Print every entry exactly once more, omitting each picture.

───── Records shown ─────

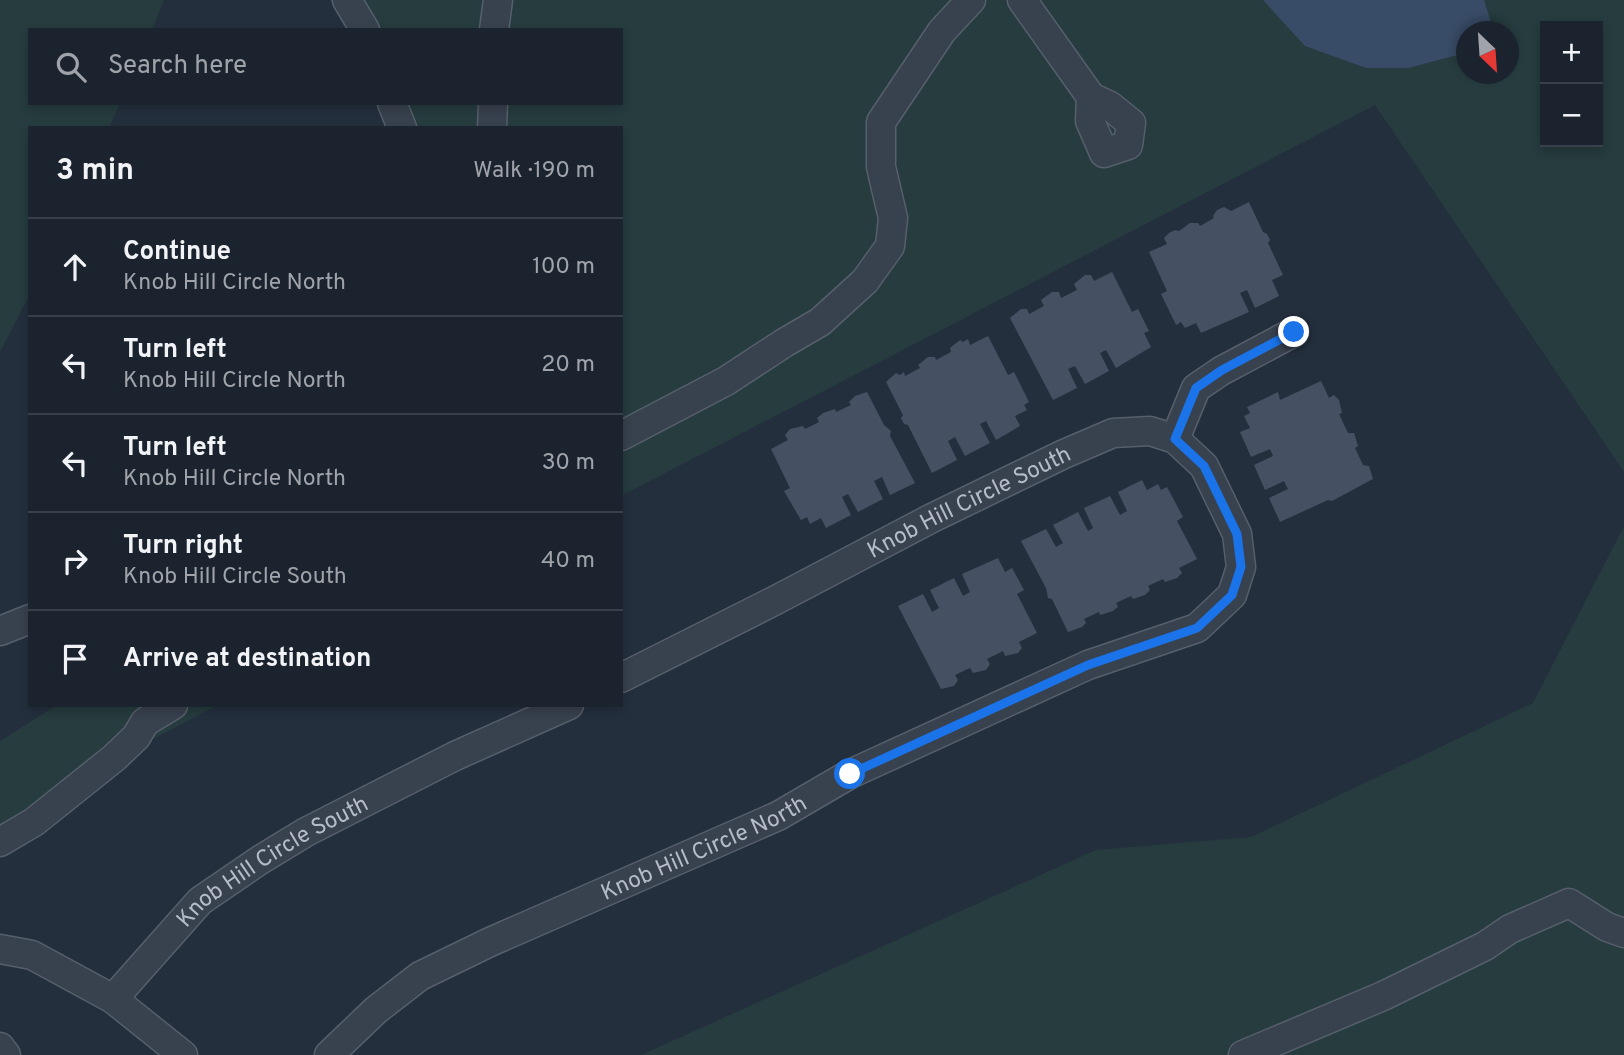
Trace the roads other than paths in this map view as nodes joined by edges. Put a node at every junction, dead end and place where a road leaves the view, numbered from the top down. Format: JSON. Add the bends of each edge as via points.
{"nodes":[{"id":1,"x":347,"y":0,"type":"edge"},
{"id":2,"x":498,"y":0,"type":"edge"},
{"id":3,"x":971,"y":0,"type":"edge"},
{"id":4,"x":1022,"y":0,"type":"edge"},
{"id":5,"x":364,"y":28,"type":"edge"},
{"id":6,"x":494,"y":28,"type":"edge"},
{"id":7,"x":1091,"y":97,"type":"dead end"},
{"id":8,"x":392,"y":105,"type":"edge"},
{"id":9,"x":494,"y":105,"type":"edge"},
{"id":10,"x":401,"y":126,"type":"edge"},
{"id":11,"x":492,"y":126,"type":"edge"},
{"id":12,"x":1294,"y":332,"type":"dead end"},
{"id":13,"x":623,"y":435,"type":"edge"},
{"id":14,"x":1175,"y":439,"type":"junction"},
{"id":15,"x":28,"y":620,"type":"edge"},
{"id":16,"x":0,"y":631,"type":"edge"},
{"id":17,"x":623,"y":677,"type":"edge"},
{"id":18,"x":170,"y":707,"type":"edge"},
{"id":19,"x":564,"y":707,"type":"edge"},
{"id":20,"x":0,"y":842,"type":"edge"},
{"id":21,"x":1624,"y":933,"type":"edge"},
{"id":22,"x":0,"y":949,"type":"edge"},
{"id":23,"x":113,"y":999,"type":"junction"},
{"id":24,"x":0,"y":1047,"type":"edge"},
{"id":25,"x":6,"y":1055,"type":"edge"},
{"id":26,"x":183,"y":1055,"type":"edge"},
{"id":27,"x":329,"y":1055,"type":"edge"},
{"id":28,"x":1243,"y":1055,"type":"edge"}],
"edges":[{"from":1,"to":5,"type":"street"},
{"from":2,"to":6,"type":"street"},
{"from":3,"to":13,"type":"street","via":[[942,31],[881,122],[881,167],[893,218],[890,246],[865,281],[820,322],[726,381]]},
{"from":4,"to":7,"type":"street"},
{"from":8,"to":10,"type":"street"},
{"from":9,"to":11,"type":"street"},
{"from":12,"to":14,"type":"street","via":[[1196,388]]},
{"from":14,"to":17,"type":"street","name":"Knob Hill Circle South","via":[[1150,431],[1113,433],[1076,448]]},
{"from":14,"to":27,"type":"street","name":"Knob Hill Circle North","via":[[1204,466],[1237,534],[1241,567],[1232,595],[1197,628],[1088,665],[850,774],[778,816],[431,970],[376,1010]]},
{"from":15,"to":16,"type":"street"},
{"from":18,"to":20,"type":"street","via":[[145,722],[114,758],[34,822]]},
{"from":19,"to":23,"type":"street","name":"Knob Hill Circle South","via":[[455,755],[260,860],[200,901]]},
{"from":21,"to":28,"type":"street","via":[[1569,903],[1383,996]]},
{"from":22,"to":23,"type":"street","via":[[32,955]]},
{"from":23,"to":26,"type":"street"},
{"from":24,"to":25,"type":"street"}]}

─────

**The completed task**:
Trace the roads other than paths in this map view as nodes joined by edges. Put a node at every junction, dead end and place where a road leaves the view, numbered from the top down. Format: JSON. Add the bends of each edge as via points.
{"nodes":[{"id":1,"x":347,"y":0,"type":"edge"},
{"id":2,"x":498,"y":0,"type":"edge"},
{"id":3,"x":971,"y":0,"type":"edge"},
{"id":4,"x":1022,"y":0,"type":"edge"},
{"id":5,"x":364,"y":28,"type":"edge"},
{"id":6,"x":494,"y":28,"type":"edge"},
{"id":7,"x":1091,"y":97,"type":"dead end"},
{"id":8,"x":392,"y":105,"type":"edge"},
{"id":9,"x":494,"y":105,"type":"edge"},
{"id":10,"x":401,"y":126,"type":"edge"},
{"id":11,"x":492,"y":126,"type":"edge"},
{"id":12,"x":1294,"y":332,"type":"dead end"},
{"id":13,"x":623,"y":435,"type":"edge"},
{"id":14,"x":1175,"y":439,"type":"junction"},
{"id":15,"x":28,"y":620,"type":"edge"},
{"id":16,"x":0,"y":631,"type":"edge"},
{"id":17,"x":623,"y":677,"type":"edge"},
{"id":18,"x":170,"y":707,"type":"edge"},
{"id":19,"x":564,"y":707,"type":"edge"},
{"id":20,"x":0,"y":842,"type":"edge"},
{"id":21,"x":1624,"y":933,"type":"edge"},
{"id":22,"x":0,"y":949,"type":"edge"},
{"id":23,"x":113,"y":999,"type":"junction"},
{"id":24,"x":0,"y":1047,"type":"edge"},
{"id":25,"x":6,"y":1055,"type":"edge"},
{"id":26,"x":183,"y":1055,"type":"edge"},
{"id":27,"x":329,"y":1055,"type":"edge"},
{"id":28,"x":1243,"y":1055,"type":"edge"}],
"edges":[{"from":1,"to":5,"type":"street"},
{"from":2,"to":6,"type":"street"},
{"from":3,"to":13,"type":"street","via":[[942,31],[881,122],[881,167],[893,218],[890,246],[865,281],[820,322],[726,381]]},
{"from":4,"to":7,"type":"street"},
{"from":8,"to":10,"type":"street"},
{"from":9,"to":11,"type":"street"},
{"from":12,"to":14,"type":"street","via":[[1196,388]]},
{"from":14,"to":17,"type":"street","name":"Knob Hill Circle South","via":[[1150,431],[1113,433],[1076,448]]},
{"from":14,"to":27,"type":"street","name":"Knob Hill Circle North","via":[[1204,466],[1237,534],[1241,567],[1232,595],[1197,628],[1088,665],[850,774],[778,816],[431,970],[376,1010]]},
{"from":15,"to":16,"type":"street"},
{"from":18,"to":20,"type":"street","via":[[145,722],[114,758],[34,822]]},
{"from":19,"to":23,"type":"street","name":"Knob Hill Circle South","via":[[455,755],[260,860],[200,901]]},
{"from":21,"to":28,"type":"street","via":[[1569,903],[1383,996]]},
{"from":22,"to":23,"type":"street","via":[[32,955]]},
{"from":23,"to":26,"type":"street"},
{"from":24,"to":25,"type":"street"}]}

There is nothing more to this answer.